Using the imscJS polyfill

You currently need a polyfill to render IMSC on the web. imscJS is a good choice as it is actively maintained and has almost complete coverage of the IMSC features. This article shows you how to make use of imscJS and how to integrate it on your own website.

Introducing imscJS

imscJS is a JavaScript library for rendering IMSC documents to HTML. Below we will first go through a simple example how to use imscJS, then we'll look at a more complex example that actually renders subtitles on top of video at appropriate times. You can find the source code of the first sample on GitHub.

Embedding imscJS

First you need to embed the imscJS library:

html
<script src="https://unpkg.com/imsc@1.1.0-beta.2/build/umd/imsc.all.min.js">

Once the imscJS library is loaded, it can be used to render an IMSC document in three distinct steps, explained in the below sections.

Parsing the IMSC document

First of all, the IMSC document is parsed into an immutable JavaScript object (doc, in our case):

js
const doc = imsc.fromXML(source);

This step needs to happen only once for every IMSC document. The doc object has a single method, getMediaTimeEvents(), which returns an array of time offsets (in seconds) indicating where the visual representation of the IMSC document changes.

js
const t = doc.getMediaTimeEvents();

Generating an IMSC snapshot

In the second step, a snapshot of the IMSC document at a particular point in time (isd) is created using imsc.generateISD().

js
const isd = imsc.generateISD(doc, t[1]);

This point in time does not have to be one of the values returned by getMediaTimeEvents(), but it usually is. In the example above, the snapshot is created at the second point in time that the IMSC document changes (t[1]). In a typical scenario, an application would, prior to media playback and for every offset returned by getMediaTimeEvents(), create a snapshot and schedule its presentation at the specified offset.

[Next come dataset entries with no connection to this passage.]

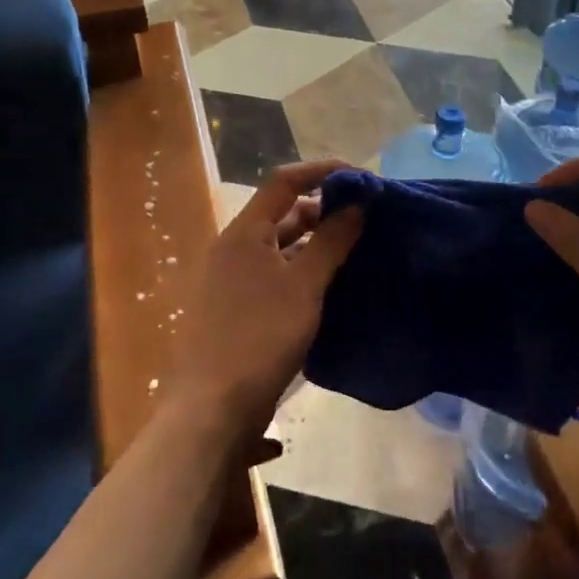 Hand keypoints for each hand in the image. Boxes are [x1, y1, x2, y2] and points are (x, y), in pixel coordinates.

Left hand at [174, 161, 363, 434]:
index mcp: (243, 232)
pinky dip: (301, 268)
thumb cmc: (260, 337)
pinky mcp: (235, 307)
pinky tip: (329, 284)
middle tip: (365, 216)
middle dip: (323, 208)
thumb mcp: (304, 286)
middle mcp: (233, 247)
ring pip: (279, 245)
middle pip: (281, 212)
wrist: (214, 407)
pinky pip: (274, 272)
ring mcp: (230, 278)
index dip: (322, 171)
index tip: (362, 178)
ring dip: (314, 241)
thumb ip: (331, 240)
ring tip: (355, 248)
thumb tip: (358, 202)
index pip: (284, 181)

Rendering an IMSC snapshot

In the third and final step, a snapshot is rendered into an HTML <div> using imsc.renderHTML():

js
const vdiv = document.getElementById("render-div");
imsc.renderHTML(isd, vdiv);

Building an IMSC player

Lets look at a more expanded example and show you how can render subtitles with imscJS on an embedded HTML video. As an example we use the below video with subtitles.

You can find the HTML markup and the JavaScript source code on the MDN repository for IMSC samples.

Accessing the DOM

An IMSC subtitle is rendered by HTML markup with inline CSS. It represents the IMSC subtitles during a specific period on the timeline of the associated media element. As we saw in the Rendering an IMSC snapshot section above, the markup is inserted into a <div> element using the renderHtml() method. We can think of this <div> element as a container for the HTML that was generated from IMSC code. Later we pass the corresponding DOM element as a parameter to renderHtml() method.

For convenience we assign this DOM element to a variable.

js
const renderDiv = document.getElementById("render-div");

We use HTML cues associated with HTML text tracks to throw events whenever an IMSC subtitle should appear or disappear. In this example we use a <track> element that we declared in the HTML markup, but we could also create a text track on the fly and add it to the <video>.

js
const myVideo = document.getElementById("imscVideo");
const myTrack = myVideo.textTracks[0];

We use the src attribute of the <track> element as a pointer to the IMSC document that contains our subtitle:

js
const ttmlUrl = myVideo.getElementsByTagName("track")[0].src;

Retrieving the IMSC file

The browser will not retrieve the document automatically for us. In most browsers only WebVTT is implemented at the moment. Therefore, these browsers expect that the value of the src attribute points to a WebVTT file. If it doesn't, they don't use it, and we also have no direct access to the file the src attribute is pointing to. We use the src attribute therefore just to store the URL of the IMSC file. We need to do the work to retrieve the file and read it into a JavaScript string. In the example we use the fetch() API for this task:

js
const response = await fetch(ttmlUrl);
initTrack(await response.text());

Setting the text track mode

There is one more side effect. Because browsers get no valid WebVTT file from the src attribute, they disable the track. The mode property of the text track is set to the value disable.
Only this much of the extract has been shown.